The "mean deviation" is a measure of how spread out or how concentrated a series of values is. You can think of it as finding the mean of the mean. Suppose you run a restaurant and have a 12-oz. New York strip steak on the menu. You cut your own steaks in-house and want them all to be close to 12 oz. Too light, and you are cheating the customer. Too heavy, and you are losing profit. The mean deviation will tell you if your steaks are consistently near 12 oz.

Instructions

    • 1

      Collect your data and find the mean.

      Using the steak example, you would cut a number of steaks, weigh them, add their weights together and divide this sum by the number of steaks you weighed. If you cut five steaks weighing 9.2 oz., 15.6 oz., 11.6 oz., 12.3 oz. and 14.1 oz., the sum would be 62.8 oz. Divided by 5, you would find their mean weight to be 12.56 oz. That's the kind of mean you want. It is close to 12 oz. and is above it rather than below it. You will look like a generous restaurateur without sacrificing too much profit.

      Although this is just an example--in reality--a sample size of five is not enough. It is important to use a large, random sample. In fact, the larger the sample is, the better--within practicality.

    • 2

      Subtract the mean from each value individually, and convert these differences to their absolute value.

      In the steak example:

      | 9.2 -- 12.56 | = 3.36
      | 15.6 -- 12.56 | = 3.04
      | 11.6 -- 12.56 | = 0.96
      | 12.3 -- 12.56 | = 0.26
      | 14.1 -- 12.56 | = 1.54

    • 3

      Add these values, and divide by the sample size. This is the mean deviation.
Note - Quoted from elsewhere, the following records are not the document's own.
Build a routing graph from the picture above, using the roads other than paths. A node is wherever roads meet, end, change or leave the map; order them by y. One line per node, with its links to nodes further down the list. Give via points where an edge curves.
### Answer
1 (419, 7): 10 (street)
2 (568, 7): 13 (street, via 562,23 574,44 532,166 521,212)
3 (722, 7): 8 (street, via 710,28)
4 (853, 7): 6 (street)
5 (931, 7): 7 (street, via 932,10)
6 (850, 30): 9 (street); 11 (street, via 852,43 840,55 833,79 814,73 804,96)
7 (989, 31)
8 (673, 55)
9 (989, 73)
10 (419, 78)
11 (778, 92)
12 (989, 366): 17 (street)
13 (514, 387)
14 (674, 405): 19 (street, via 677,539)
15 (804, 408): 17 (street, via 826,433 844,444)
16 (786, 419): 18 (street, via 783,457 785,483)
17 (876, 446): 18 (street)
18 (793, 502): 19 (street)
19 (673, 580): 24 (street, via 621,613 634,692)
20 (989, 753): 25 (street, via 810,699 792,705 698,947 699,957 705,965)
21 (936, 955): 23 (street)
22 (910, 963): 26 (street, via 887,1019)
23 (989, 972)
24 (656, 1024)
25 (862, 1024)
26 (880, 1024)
      In the steak example:

      3.36+3.04+0.96+0.26+1.54 = 9.16
      9.16 / 5 = 1.83

      Thus, in the example, the mean deviation in the five steaks is 1.83 oz. What this means is that, on average, each steak is 1.83 oz. away from the mean of 12.56 oz. If you divide those numbers, that works out to roughly a 15 percent average variation. As you can see, that is not what you want. It means many of your steaks are too light or too heavy. The mean itself is good--at 12.56 oz.--but some individual steaks are way off the mark. The steak weighing 9.2 oz. would cheat the customer by a big margin. The steaks weighing 14.1 oz. and 15.6 oz. would be way too generous and would cut into your profits.

      You can see how the mean deviation is useful information here. If you really were running a restaurant, you could look at this number and realize that you would have to tell the person cutting the steaks to do a better job, because the individual steak weights are spread out too far and need to be more consistent.